## DIRECTIONS
Tell how many lines in the listing below contain the word "graph", giving the number alone.
== Segment start ==
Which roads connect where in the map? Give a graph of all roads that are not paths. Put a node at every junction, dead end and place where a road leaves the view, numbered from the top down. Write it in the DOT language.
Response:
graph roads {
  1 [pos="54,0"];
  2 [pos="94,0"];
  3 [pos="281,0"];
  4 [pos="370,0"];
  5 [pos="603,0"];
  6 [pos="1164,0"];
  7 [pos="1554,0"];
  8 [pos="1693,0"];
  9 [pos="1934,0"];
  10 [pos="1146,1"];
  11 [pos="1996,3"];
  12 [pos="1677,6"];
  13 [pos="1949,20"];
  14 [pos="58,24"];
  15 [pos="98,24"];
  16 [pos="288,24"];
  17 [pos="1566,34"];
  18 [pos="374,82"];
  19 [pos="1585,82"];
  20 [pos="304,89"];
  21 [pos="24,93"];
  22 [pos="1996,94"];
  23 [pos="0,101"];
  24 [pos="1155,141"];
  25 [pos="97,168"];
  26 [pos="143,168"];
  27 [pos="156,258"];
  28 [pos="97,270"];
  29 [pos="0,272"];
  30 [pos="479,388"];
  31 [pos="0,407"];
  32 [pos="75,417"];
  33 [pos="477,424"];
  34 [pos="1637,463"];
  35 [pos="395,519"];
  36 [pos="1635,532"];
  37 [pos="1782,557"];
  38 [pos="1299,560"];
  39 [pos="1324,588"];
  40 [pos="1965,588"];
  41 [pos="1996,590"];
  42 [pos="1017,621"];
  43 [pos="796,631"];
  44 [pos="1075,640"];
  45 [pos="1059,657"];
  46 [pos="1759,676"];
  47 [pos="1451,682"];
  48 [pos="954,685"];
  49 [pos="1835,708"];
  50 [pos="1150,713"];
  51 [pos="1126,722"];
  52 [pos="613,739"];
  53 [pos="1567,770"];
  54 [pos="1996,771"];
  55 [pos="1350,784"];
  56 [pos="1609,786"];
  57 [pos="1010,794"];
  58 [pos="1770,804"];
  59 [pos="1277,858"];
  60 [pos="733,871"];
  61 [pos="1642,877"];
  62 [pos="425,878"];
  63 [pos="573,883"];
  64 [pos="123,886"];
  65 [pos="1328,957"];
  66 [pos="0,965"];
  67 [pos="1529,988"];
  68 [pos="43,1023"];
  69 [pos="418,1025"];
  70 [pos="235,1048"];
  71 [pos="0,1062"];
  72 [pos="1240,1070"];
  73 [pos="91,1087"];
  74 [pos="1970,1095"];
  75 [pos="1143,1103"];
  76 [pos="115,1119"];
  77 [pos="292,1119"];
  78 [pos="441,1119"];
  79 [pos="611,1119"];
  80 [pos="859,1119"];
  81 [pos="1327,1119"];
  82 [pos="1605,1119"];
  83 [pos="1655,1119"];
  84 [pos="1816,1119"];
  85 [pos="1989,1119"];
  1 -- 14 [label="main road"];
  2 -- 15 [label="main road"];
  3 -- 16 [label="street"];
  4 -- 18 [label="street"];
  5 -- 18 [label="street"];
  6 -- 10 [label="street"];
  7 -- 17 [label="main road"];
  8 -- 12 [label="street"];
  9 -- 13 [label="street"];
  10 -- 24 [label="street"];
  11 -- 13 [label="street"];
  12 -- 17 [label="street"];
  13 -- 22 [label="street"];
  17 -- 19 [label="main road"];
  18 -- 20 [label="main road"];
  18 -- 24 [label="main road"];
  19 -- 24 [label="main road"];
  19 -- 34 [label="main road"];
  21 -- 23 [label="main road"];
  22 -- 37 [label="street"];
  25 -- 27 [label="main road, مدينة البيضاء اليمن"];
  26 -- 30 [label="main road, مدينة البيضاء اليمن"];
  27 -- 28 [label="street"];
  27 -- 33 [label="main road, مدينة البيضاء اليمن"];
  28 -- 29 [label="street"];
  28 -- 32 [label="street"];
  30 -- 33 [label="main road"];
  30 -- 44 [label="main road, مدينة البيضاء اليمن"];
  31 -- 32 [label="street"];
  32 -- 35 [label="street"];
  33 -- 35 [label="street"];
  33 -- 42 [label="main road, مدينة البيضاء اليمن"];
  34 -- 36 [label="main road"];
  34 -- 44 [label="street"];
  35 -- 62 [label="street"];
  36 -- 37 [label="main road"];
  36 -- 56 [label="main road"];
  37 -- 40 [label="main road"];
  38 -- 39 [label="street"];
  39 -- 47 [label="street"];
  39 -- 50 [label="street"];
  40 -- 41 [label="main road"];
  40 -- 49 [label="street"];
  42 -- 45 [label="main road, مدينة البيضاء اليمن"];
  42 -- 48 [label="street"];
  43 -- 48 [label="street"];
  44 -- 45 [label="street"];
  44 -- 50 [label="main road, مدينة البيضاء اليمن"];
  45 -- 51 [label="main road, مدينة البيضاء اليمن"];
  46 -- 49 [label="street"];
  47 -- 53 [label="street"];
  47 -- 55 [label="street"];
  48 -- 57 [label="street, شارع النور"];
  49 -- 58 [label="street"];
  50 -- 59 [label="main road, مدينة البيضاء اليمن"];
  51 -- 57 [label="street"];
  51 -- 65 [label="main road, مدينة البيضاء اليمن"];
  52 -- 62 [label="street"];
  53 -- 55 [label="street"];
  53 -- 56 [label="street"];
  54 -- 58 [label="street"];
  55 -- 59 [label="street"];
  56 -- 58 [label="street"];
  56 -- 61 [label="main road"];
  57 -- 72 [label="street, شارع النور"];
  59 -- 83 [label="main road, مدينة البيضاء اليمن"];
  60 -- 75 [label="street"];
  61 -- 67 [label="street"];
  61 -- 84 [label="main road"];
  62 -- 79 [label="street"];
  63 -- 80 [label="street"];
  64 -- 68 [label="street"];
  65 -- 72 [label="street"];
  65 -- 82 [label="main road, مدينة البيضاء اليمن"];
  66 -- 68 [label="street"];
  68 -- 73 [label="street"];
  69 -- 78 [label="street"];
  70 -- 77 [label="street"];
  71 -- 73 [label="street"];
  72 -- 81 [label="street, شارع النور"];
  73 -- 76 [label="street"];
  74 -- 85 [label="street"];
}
== Segment end ==
## SOLUTION BELOW
2